Cause: Selector .line-clamp-3 might have changed in the Hugging Face website HTML
Solution: Inspect the Hugging Face papers page HTML to confirm the current selector; update the CSS selector accordingly in the HTML extract node. - Problem: “Notion duplicate check always returns false negatives or positives”
Cause: URL format mismatch or incorrect Notion query filter setup
Solution: Verify the exact URL string stored in Notion and the filter condition in the Notion node; ensure string formatting matches precisely (e.g., prepending ‘https://huggingface.co’ properly). - Problem: “OpenAI API fails or times out”
Cause: Exceeded rate limits or invalid API key
Solution: Check API usage dashboard; rotate keys or add retry logic in n8n; ensure correct API key is configured in credentials.
Pre-Production Checklist ✅
- Verify Hugging Face URL endpoint and date parameter correctness.

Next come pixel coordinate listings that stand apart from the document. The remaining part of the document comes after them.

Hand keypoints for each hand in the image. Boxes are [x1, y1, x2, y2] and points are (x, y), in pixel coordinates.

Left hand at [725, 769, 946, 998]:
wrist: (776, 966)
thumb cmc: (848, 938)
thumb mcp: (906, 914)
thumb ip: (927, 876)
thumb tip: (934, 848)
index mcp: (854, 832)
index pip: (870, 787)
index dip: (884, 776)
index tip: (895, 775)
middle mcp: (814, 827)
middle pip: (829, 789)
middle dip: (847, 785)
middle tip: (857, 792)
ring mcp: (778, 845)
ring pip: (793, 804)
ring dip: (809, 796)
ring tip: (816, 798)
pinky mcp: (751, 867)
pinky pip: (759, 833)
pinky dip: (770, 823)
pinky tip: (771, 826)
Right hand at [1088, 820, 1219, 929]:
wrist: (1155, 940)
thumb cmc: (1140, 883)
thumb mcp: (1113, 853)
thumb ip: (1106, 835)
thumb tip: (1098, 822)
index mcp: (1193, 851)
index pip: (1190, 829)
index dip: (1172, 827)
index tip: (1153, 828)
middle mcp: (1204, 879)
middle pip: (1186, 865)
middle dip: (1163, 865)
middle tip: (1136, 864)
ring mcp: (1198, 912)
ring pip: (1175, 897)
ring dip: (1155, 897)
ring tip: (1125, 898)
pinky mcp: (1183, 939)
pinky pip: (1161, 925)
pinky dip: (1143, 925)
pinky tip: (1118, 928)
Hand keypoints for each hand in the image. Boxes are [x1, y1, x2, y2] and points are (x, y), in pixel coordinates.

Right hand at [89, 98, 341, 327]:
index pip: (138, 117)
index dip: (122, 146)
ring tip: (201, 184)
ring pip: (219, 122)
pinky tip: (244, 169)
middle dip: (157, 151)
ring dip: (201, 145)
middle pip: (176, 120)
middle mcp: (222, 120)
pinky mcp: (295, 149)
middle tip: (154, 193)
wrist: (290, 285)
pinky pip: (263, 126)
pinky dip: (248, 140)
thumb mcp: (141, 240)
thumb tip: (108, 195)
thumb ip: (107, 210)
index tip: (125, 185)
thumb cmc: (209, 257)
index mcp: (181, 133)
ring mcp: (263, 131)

- Confirm Notion database schema matches properties mapped in the workflow.
- Test API keys for OpenAI and Notion with simple calls before full run.
- Run workflow manually with test data to check if all nodes execute without errors.

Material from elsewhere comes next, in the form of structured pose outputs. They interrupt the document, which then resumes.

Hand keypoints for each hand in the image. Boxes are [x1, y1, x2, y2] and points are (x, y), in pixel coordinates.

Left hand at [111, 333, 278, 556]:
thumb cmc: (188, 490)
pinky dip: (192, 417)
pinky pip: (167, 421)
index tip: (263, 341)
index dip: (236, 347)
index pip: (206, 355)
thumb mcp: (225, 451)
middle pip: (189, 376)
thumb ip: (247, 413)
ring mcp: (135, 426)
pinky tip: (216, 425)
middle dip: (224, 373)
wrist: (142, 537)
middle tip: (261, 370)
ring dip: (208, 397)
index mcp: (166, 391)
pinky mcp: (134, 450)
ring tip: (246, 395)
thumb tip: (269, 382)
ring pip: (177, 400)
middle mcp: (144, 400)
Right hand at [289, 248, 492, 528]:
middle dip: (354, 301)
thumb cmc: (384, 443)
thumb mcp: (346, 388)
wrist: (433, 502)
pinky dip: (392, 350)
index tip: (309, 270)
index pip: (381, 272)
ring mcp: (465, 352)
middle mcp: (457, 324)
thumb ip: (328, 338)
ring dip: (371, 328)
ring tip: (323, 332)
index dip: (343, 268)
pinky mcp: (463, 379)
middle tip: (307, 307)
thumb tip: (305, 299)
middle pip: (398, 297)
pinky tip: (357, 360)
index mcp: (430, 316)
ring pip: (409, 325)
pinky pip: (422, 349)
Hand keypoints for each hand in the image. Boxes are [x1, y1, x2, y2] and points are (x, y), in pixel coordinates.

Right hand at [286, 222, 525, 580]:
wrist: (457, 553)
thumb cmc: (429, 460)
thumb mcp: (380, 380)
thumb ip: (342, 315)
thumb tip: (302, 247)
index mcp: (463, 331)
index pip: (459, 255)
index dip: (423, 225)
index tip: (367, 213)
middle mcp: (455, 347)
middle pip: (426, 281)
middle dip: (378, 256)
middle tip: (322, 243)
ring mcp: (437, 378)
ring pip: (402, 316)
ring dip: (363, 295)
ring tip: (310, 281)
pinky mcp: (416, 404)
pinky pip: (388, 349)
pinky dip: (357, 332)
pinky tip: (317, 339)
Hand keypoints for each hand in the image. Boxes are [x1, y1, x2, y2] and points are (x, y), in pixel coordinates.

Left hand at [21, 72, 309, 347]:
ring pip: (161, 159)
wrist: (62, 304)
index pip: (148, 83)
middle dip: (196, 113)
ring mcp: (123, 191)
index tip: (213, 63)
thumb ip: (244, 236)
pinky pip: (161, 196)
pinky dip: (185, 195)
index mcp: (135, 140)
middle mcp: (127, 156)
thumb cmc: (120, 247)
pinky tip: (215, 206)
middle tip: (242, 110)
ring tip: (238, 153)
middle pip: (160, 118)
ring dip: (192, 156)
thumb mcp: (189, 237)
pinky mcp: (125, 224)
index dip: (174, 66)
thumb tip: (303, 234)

- Backup your Notion database before injecting new pages to prevent data loss.
Deployment Guide
Activate the workflow in n8n by toggling it on. Make sure your credentials for OpenAI and Notion are valid and connected.
Monitor the workflow’s executions in n8n dashboard, checking for errors or failed runs, and review logs for troubleshooting.
You can set notifications or alerts for failures using additional nodes or third-party integrations if desired.
FAQs
- Can I use another AI model instead of GPT-4o?
Yes, you can replace the OpenAI LangChain node’s model ID with any supported OpenAI model in n8n. - Does this workflow consume many OpenAI API credits?
It depends on the number and length of abstracts processed. Limit your batch size or frequency to control costs. - Is my data safe in Notion?
Notion uses encrypted storage and secure API access, but always review your organization’s compliance policies. - Can this scale to hundreds of papers daily?
Yes, with batch processing and proper API quota management this workflow can handle large volumes.
Conclusion
By the end of this tutorial, you’ve built a robust automation that fetches new AI research papers from Hugging Face, analyzes their abstracts with OpenAI’s powerful language models, and organizes rich metadata inside Notion automatically.
This solution saves at least 5 hours per week, eliminates human error in data collection and note-taking, and provides enhanced insights that accelerate academic research.
Next, consider expanding this workflow to include automated citation fetching, integration with other academic sites like arXiv, or even personalized paper recommendation systems.
Now, go ahead and automate your academic research workflow with confidence!